Taliban use seized vehicles to blow up base

KANDAHAR, Afghanistan -- An Afghan army unit in the south of the country was nearly wiped out Thursday, defense officials said, in a Taliban attack that used what is becoming one of the group's deadliest tactics: packing vehicles captured from security forces with explosives and driving them into military and police compounds.

At least 43 soldiers were killed in the pre-dawn attack, out of a unit of 60 based in Maywand district in Kandahar province, the Afghan Defense Ministry said in a statement. Only two soldiers were found unhurt. Nine were wounded, and six were missing.

"The whole base is destroyed," said Gen. Dawlat Waziri, a ministry spokesman. "When the clashes started, they detonated a car bomb close to the base, then clashes continued for a while and then they detonated another car bomb. They also had Humvees packed with explosives."

Two similar attacks Tuesday inflicted heavy casualties on Afghan security forces. In those episodes, more than 40 police officers were killed in Afghanistan's southeastern provinces of Ghazni and Paktia. Both involved insurgents taking captured vehicles, including Humvees paid for by the U.S. military, packing them with explosives and detonating them at the compounds.

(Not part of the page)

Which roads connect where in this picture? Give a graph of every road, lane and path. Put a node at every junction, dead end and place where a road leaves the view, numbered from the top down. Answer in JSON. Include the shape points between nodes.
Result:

Considering the number of such vehicles at the Taliban's disposal, security officials and analysts said they fear this tactic will inflict heavier casualties on Afghanistan's already struggling security forces.

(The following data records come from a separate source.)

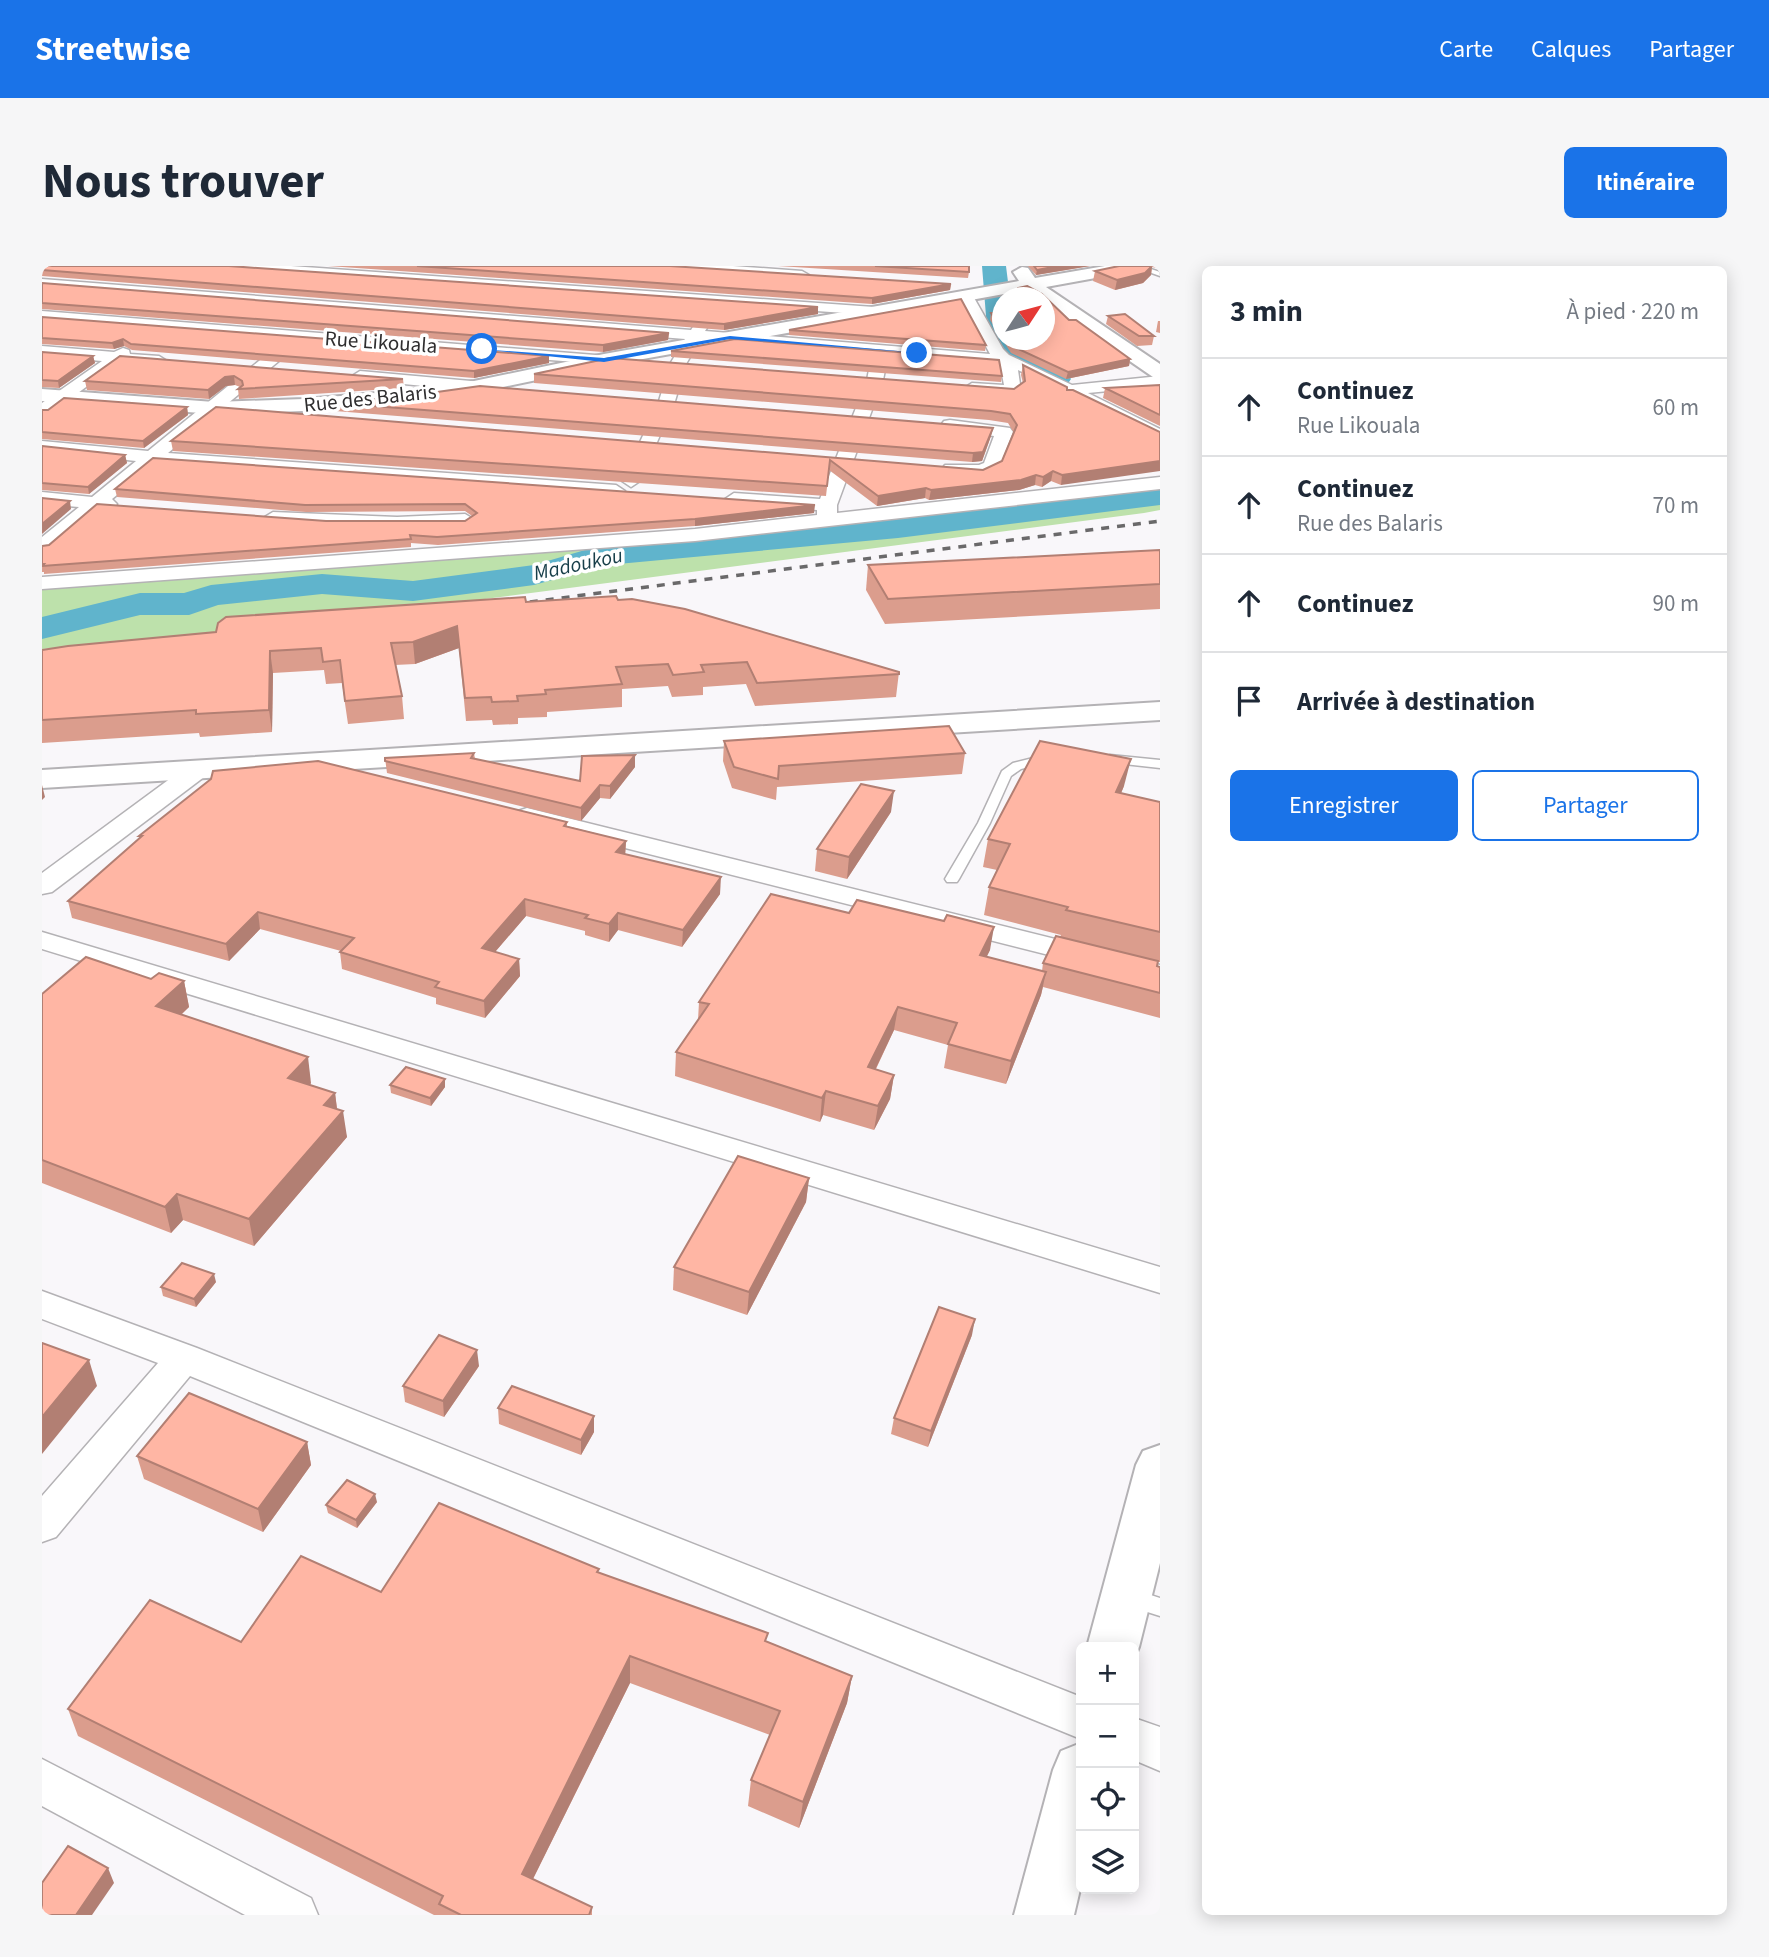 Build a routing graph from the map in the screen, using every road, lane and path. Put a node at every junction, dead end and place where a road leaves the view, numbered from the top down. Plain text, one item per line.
1 (232, 266) edge
2 (239, 266) edge
3 (671, 266) edge
4 (1020, 266) edge
5 (1135, 266) edge
6 (726, 268) edge
7 (378, 271) edge
8 (552, 273) edge
9 (1160, 274) edge
10 (817, 276) edge
11 (42, 283) edge
12 (941, 284) edge
13 (1025, 285) junction
14 (539, 287) junction
15 (971, 287) junction
16 (201, 294) junction
17 (713, 299) junction
18 (336, 305) junction
19 (874, 311) junction
20 (42, 316) edge
21 (509, 318) junction
22 (158, 325) junction
23 (300, 336) junction
24 (730, 337) junction
25 (482, 349) junction
26 (881, 350) junction
27 (42, 351) edge
28 (689, 352) junction
29 (117, 358) junction
30 (604, 360) junction
31 (1005, 360) junction
32 (170, 362) edge
33 (235, 367) edge
34 (261, 369) junction
35 (287, 371) edge
36 (1160, 373) edge
37 (338, 374) edge
38 (468, 374) junction
39 (1160, 381) edge
40 (447, 387) junction
41 (957, 387) edge
42 (1071, 390) junction
43 (543, 392) edge
44 (52, 396) edge
45 (432, 407) edge
46 (214, 408) junction
47 (42, 411) edge
48 (335, 419) edge
49 (937, 424) edge
50 (1160, 436) edge
51 (42, 446) edge
52 (149, 457) junction
53 (397, 467) junction
54 (933, 468) edge
55 (1160, 483) edge
56 (626, 492) junction
57 (650, 494) edge
58 (42, 498) edge
59 (712, 498) edge
60 (94, 503) junction
61 (122, 506) edge
62 (396, 510) junction
63 (827, 514) junction
64 (251, 517) edge
65 (465, 520) edge
66 (42, 547) edge
67 (42, 583) edge
68 (1160, 711) edge
69 (1058, 757) edge
70 (1100, 759) edge
71 (301, 762) junction
72 (1160, 764) edge
73 (198, 769) junction
74 (42, 779) edge
75 (395, 784) edge
76 (502, 810) edge
77 (952, 879) dead end
78 (42, 886) edge
79 (42, 940) edge
80 (1160, 974) edge
81 (1160, 1280) edge
82 (42, 1305) edge
83 (184, 1358) junction
84 (1160, 1465) edge
85 (42, 1525) edge
86 (1143, 1602) edge
87 (1116, 1642) edge
88 (1076, 1716) edge
89 (1139, 1741) edge
90 (1160, 1749) edge
91 (42, 1781) edge
92 (1076, 1790) edge
93 (294, 1915) edge
94 (1044, 1915) edge

1 - 2 street
2 - 7 street
2 - 16 street
3 - 6 street
4 - 13 main road
5 - 9 lane
5 - 13 main road, Rue des Balaris
6 - 10 street
6 - 17 street
7 - 14 street
7 - 18 street
8 - 14 street
11 - 16 street
12 - 15 street
13 - 15 main road, Rue des Balaris
13 - 36 main road
14 - 17 street
14 - 21 street
15 - 19 main road, Rue des Balaris
15 - 31 street
16 - 18 street
16 - 22 street
17 - 19 street
17 - 28 street
18 - 21 street
18 - 23 street
19 - 24 main road, Rue des Balaris
20 - 22 street, Rue Likouala
21 - 25 street
21 - 28 street
22 - 23 street, Rue Likouala
22 - 29 street
23 - 25 street, Rue Likouala
23 - 34 street
24 - 26 street
24 - 28 main road, Rue des Balaris
25 - 30 street, Rue Likouala
25 - 38 street
26 - 31 street
26 - 63 street
27 - 29 street
28 - 30 main road, Rue des Balaris
28 - 56 street
29 - 32 street
29 - 44 street
30 - 38 main road, Rue des Balaris
31 - 41 street
31 - 42 street
33 - 34 street
34 - 35 street
34 - 46 street
37 - 40 street
38 - 40 main road, Rue des Balaris
38 - 43 street
39 - 42 street
40 - 45 street
40 - 46 main road, Rue des Balaris
42 - 50 street
44 - 46 main road, Rue des Balaris
44 - 47 street
46 - 48 street
46 - 52 street
49 - 54 street
51 - 52 street
52 - 53 street
52 - 60 street
53 - 56 street
53 - 62 street
55 - 63 street
56 - 57 street
58 - 60 street
59 - 63 street
60 - 61 street
60 - 66 street
62 - 64 street
62 - 65 street
63 - 67 street
68 - 71 main road
69 - 77 lane
70 - 72 lane
71 - 73 main road
71 - 75 street
73 - 74 main road
73 - 78 street
76 - 80 street
79 - 81 street
82 - 83 street
83 - 85 street
83 - 88 street
84 - 86 main road
86 - 87 main road
89 - 90 street
91 - 93 street
92 - 94 main road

As the Taliban overran districts in the south of the country, and then briefly captured the northern city of Kunduz in 2015 and then again last year, officials expressed concern that they might deploy the army and police vehicles they took with them in future operations against the Afghan forces. Militants have long disguised themselves in Afghan security uniforms in their raids, and using security forces' vehicles would make them more complicated to spot at checkpoints or at the gates of security compounds.

During a visit to Kunduz in 2015 by President Ashraf Ghani, the province's interim governor warned about weapons and vehicles captured by the Taliban.

"The people's concern is from the heavy weapons and the Humvees of the security forces that fell to the Taliban," Hamdullah Danishi, the interim governor, said at the time. Aminullah Aimaq, a tribal elder, said that if those vehicles and weapons were not destroyed, the Taliban could "march them back into the city."

Safar Mohammed, the deputy police chief of Kunduz, estimates that the Taliban have captured about 20 Humvees from Afghan forces in the province, and about 60 to 70 Ranger pickups.

The same concern has been raised by officials in the southern province of Helmand, where the Taliban began a high-profile suicide attack using an explosive-laden Humvee last fall, destroying a district compound. They filmed the attack with drones, releasing high-quality video of the devastation.

Bashir Ahmad Shakir, head of the security committee at the Helmand provincial council, estimated that insurgents in his province had captured about 100 vehicles, including Humvees and Ranger pickups, from the Afghan forces.

In neighboring Oruzgan province, the Taliban seized 12 Humvees and about 30 other military vehicles during an attack on an Afghan police unit, according to Dost Mohammed Nayab, the provincial spokesman.

In the provinces of Nangarhar in the east and Badakhshan in the northeast, officials say the Taliban have about two dozen army and police vehicles in each province.

The attack in Maywand district on Thursday began about 2:30 a.m., officials and residents said, and the military base caught fire after the first explosion.

"The explosion was very powerful -- it broke our doors and windows, and we thought it might be an earthquake or bombs from aircrafts dropped on our home," said Abdul Rahim Maiwandwal, a shopkeeper who lives in the Chashmo area of Maywand, a couple of miles from the base.

"After the explosion, we heard shootings, and then more explosions," he said. "When I was leaving for work in the morning, I saw the camp was totally destroyed and burned."

In addition to the deaths and the destruction to the base, officials took note of another grim loss during the attack -- seven vehicles, Humvees and Ranger trucks, according to Afghan parliament member Abdul Jabbar Qahraman.